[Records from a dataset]
+ + + +

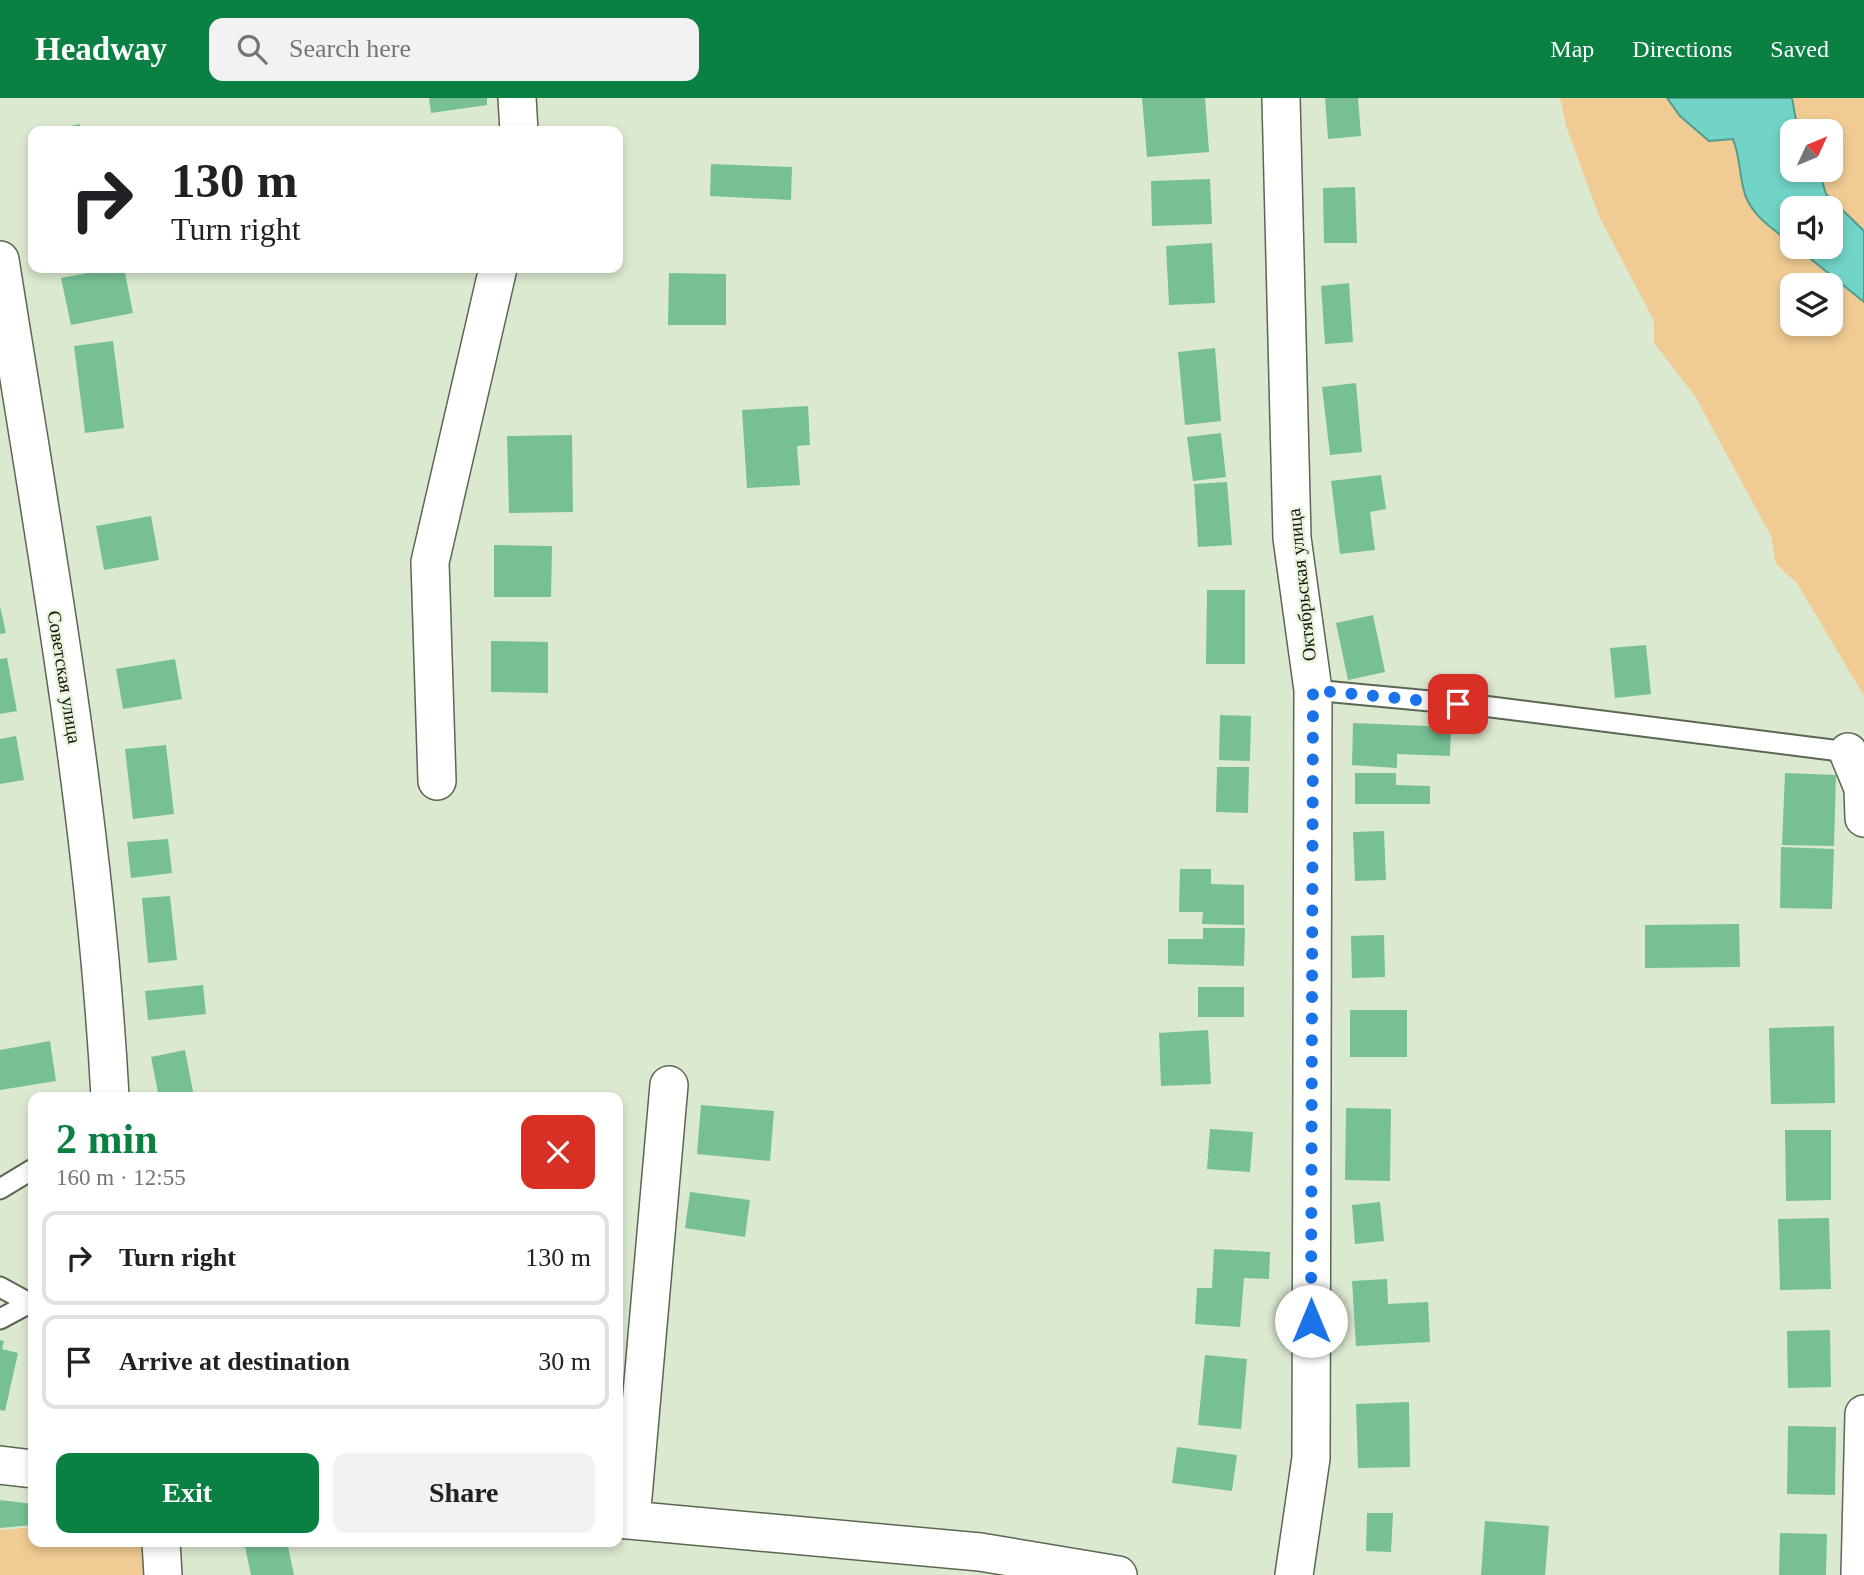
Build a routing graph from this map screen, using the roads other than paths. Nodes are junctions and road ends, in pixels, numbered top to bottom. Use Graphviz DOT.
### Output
graph roads {
  1 [pos="517,98"];
  2 [pos="1281,98"];
  3 [pos="519,126"];
  4 [pos="0,260"];
  5 [pos="497,273"];
  6 [pos="1313,690"];
  7 [pos="1848,752"];
  8 [pos="437,782"];
  9 [pos="1864,818"];
  10 [pos="669,1085"];
  11 [pos="110,1092"];
  12 [pos="28,1172"];
  13 [pos="0,1189"];
  14 [pos="0,1287"];
  15 [pos="28,1303"];
  16 [pos="28,1306"];
  17 [pos="0,1319"];
  18 [pos="1864,1414"];
  19 [pos="0,1465"];
  20 [pos="28,1468"];
  21 [pos="624,1520"];
  22 [pos="162,1547"];
  23 [pos="163,1575"];
  24 [pos="1118,1575"];
  25 [pos="1294,1575"];
  26 [pos="1860,1575"];
  1 -- 3 [label="street"];
  2 -- 6 [label="street, Октябрьская улица"];
  4 -- 11 [label="street, Советская улица"];
  5 -- 8 [label="street"];
  6 -- 7 [label="lane"];
  6 -- 25 [label="street, Октябрьская улица"];
  7 -- 9 [label="street"];
  10 -- 21 [label="street"];
  12 -- 13 [label="lane"];
  14 -- 15 [label="lane"];
  16 -- 17 [label="lane"];
  18 -- 26 [label="street"];
  19 -- 20 [label="street"];
  21 -- 24 [label="street"];
  22 -- 23 [label="street"];
}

+ + + +

### WORK ORDER:
Make an exact copy of every entry above, minus the images.

### OUTPUT OF THE EXERCISE:
Build a routing graph from this map screen, using the roads other than paths. Nodes are junctions and road ends, in pixels, numbered top to bottom. Use Graphviz DOT.
### Output
graph roads {
  1 [pos="517,98"];
  2 [pos="1281,98"];
  3 [pos="519,126"];
  4 [pos="0,260"];
  5 [pos="497,273"];
  6 [pos="1313,690"];
  7 [pos="1848,752"];
  8 [pos="437,782"];
  9 [pos="1864,818"];
  10 [pos="669,1085"];
  11 [pos="110,1092"];
  12 [pos="28,1172"];
  13 [pos="0,1189"];
  14 [pos="0,1287"];
  15 [pos="28,1303"];
  16 [pos="28,1306"];
  17 [pos="0,1319"];
  18 [pos="1864,1414"];
  19 [pos="0,1465"];
  20 [pos="28,1468"];
  21 [pos="624,1520"];
  22 [pos="162,1547"];
  23 [pos="163,1575"];
  24 [pos="1118,1575"];
  25 [pos="1294,1575"];
  26 [pos="1860,1575"];
  1 -- 3 [label="street"];
  2 -- 6 [label="street, Октябрьская улица"];
  4 -- 11 [label="street, Советская улица"];
  5 -- 8 [label="street"];
  6 -- 7 [label="lane"];
  6 -- 25 [label="street, Октябрьская улица"];
  7 -- 9 [label="street"];
  10 -- 21 [label="street"];
  12 -- 13 [label="lane"];
  14 -- 15 [label="lane"];
  16 -- 17 [label="lane"];
  18 -- 26 [label="street"];
  19 -- 20 [label="street"];
  21 -- 24 [label="street"];
  22 -- 23 [label="street"];
}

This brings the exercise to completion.